Last week, Q&Q asked readers to submit their favourite Canadian titles of 2012, and the votes came pouring in.
In the fiction category, Tanis Rideout’s Above All Things (McClelland & Stewart), about George Mallory’s fatal attempt to climb Mount Everest, is a clear favourite, as is Corey Redekop’s zombie novel, Husk. Many of you also love CS Richardson’s romantic The Emperor of Paris (Doubleday Canada) and Missy Marton’s debut novel, The Love Monster (Véhicule Press).
When it comes to poetry, the top titles are Don McKay’s ecologically minded collection Paradoxides (M&S) and Mathew Henderson’s Lease (Coach House Books) inspired by his time working in the Western oil fields.
The Mother Corp receives some love in the non-fiction category, with three books by CBC personalities voted best of the year: Rick Mercer’s A Nation Worth Ranting About (Doubleday Canada), Amanda Lang’s The Power of Why (HarperCollins Canada), and Nahlah Ayed’s A Thousand Farewells: A Reporter’s Journey from Refugee Camp to the Arab Spring (Viking Canada).

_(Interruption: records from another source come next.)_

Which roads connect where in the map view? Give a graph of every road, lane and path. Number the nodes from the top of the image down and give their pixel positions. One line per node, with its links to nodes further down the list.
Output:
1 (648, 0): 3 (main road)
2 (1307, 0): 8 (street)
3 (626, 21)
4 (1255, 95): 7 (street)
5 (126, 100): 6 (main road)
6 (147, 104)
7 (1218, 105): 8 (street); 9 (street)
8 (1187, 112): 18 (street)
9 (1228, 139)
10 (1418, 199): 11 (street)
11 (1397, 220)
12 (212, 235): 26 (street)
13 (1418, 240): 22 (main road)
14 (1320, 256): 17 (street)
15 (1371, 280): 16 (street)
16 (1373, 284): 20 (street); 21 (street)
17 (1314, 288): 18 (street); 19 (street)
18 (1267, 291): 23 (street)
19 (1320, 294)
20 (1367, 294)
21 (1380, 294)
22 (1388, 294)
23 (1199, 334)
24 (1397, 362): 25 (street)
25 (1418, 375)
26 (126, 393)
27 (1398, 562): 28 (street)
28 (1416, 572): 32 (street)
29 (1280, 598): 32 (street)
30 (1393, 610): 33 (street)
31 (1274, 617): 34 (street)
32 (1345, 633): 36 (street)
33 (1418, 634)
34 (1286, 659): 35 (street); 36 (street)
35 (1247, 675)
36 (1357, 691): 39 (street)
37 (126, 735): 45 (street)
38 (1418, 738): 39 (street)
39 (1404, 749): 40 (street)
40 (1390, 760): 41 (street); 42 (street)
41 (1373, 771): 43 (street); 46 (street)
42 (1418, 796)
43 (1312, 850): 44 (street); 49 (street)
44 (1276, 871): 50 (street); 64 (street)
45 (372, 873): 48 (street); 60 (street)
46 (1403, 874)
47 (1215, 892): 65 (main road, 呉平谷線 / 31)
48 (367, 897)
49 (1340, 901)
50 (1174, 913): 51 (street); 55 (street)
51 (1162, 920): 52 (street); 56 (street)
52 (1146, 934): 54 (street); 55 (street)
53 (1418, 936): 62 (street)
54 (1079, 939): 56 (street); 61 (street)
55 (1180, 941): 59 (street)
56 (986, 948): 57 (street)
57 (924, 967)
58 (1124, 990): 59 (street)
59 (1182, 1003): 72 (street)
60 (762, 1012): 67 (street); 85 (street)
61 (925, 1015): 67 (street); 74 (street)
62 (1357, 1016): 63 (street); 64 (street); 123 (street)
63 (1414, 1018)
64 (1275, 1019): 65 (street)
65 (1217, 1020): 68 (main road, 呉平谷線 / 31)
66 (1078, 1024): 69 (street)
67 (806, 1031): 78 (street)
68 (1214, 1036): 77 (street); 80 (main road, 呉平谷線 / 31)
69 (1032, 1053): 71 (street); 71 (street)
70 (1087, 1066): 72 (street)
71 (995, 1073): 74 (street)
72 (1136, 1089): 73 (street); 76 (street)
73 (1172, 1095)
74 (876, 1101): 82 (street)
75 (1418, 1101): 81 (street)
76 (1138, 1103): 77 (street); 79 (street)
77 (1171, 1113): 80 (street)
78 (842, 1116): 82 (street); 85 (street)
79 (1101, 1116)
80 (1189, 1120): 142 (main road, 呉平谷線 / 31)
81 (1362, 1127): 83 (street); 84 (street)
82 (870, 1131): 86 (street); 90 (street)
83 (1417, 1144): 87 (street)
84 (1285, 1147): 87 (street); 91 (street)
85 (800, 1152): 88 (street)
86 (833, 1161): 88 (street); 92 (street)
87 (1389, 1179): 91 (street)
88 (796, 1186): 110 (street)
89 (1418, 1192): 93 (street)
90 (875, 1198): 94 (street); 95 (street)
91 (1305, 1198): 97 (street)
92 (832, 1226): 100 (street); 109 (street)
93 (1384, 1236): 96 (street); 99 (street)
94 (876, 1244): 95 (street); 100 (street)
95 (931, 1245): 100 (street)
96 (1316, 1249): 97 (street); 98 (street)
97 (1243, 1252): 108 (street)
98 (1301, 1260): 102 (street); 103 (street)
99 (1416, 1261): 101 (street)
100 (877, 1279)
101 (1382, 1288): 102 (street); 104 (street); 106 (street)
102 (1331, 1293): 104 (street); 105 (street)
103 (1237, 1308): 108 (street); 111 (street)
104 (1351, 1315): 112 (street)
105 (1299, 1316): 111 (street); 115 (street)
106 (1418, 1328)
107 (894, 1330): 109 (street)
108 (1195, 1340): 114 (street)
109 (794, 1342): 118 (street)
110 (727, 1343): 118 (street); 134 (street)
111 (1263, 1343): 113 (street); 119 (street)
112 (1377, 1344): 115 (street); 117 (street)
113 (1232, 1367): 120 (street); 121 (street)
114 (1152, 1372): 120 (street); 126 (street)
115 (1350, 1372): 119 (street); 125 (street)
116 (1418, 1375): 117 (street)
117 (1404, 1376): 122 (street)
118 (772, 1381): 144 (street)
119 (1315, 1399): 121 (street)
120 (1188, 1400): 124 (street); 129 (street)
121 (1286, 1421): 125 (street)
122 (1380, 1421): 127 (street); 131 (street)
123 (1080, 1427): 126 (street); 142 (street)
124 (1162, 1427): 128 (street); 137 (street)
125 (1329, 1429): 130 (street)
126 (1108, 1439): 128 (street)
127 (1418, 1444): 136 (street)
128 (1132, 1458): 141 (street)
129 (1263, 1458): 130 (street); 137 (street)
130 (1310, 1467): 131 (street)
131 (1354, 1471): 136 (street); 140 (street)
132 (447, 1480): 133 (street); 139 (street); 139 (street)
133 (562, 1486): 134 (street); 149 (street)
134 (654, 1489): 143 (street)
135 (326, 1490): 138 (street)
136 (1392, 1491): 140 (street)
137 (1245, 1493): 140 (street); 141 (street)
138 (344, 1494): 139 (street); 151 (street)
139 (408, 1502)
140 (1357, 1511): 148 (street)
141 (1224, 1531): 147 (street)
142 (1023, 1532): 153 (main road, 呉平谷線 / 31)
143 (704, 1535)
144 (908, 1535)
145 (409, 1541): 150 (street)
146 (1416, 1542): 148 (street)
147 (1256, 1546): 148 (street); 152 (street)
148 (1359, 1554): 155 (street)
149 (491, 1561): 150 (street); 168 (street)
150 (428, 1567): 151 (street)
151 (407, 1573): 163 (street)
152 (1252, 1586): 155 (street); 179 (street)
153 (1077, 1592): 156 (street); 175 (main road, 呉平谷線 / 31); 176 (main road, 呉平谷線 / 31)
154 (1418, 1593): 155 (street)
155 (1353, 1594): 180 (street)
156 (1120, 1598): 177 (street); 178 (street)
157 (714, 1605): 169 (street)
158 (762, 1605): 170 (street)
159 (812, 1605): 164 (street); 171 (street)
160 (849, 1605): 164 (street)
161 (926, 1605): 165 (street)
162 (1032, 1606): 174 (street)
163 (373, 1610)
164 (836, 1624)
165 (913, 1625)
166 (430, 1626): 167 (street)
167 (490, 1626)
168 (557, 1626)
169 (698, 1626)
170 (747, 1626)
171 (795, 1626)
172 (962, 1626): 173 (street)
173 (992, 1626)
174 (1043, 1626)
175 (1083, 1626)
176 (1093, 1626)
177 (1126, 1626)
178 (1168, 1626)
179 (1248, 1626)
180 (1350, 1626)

Another favourite is Jael Ealey Richardson‘s memoir, The Stone Thrower: A Daughter’s Lessons, a Father’s Life (Thomas Allen Publishers), chronicling her football-playing father’s past.
In November, Isabelle Arsenault’s illustrations for Kyo Maclear’s latest picture book, Virginia Wolf (Kids Can Press), won her the Governor General’s Literary Award. Q&Q readers were also impressed by the title, which overwhelmingly received the most votes in the children’s category.
Series titles rule in the YA category with Such Wicked Intent (HarperCollins Canada), the sequel to Kenneth Oppel’s This Dark Endeavour: The Apprenticeship of Victor Frankenstein, and Neil Flambé and the Tokyo Treasure (Simon & Schuster), the latest boy-chef mystery by Kevin Sylvester.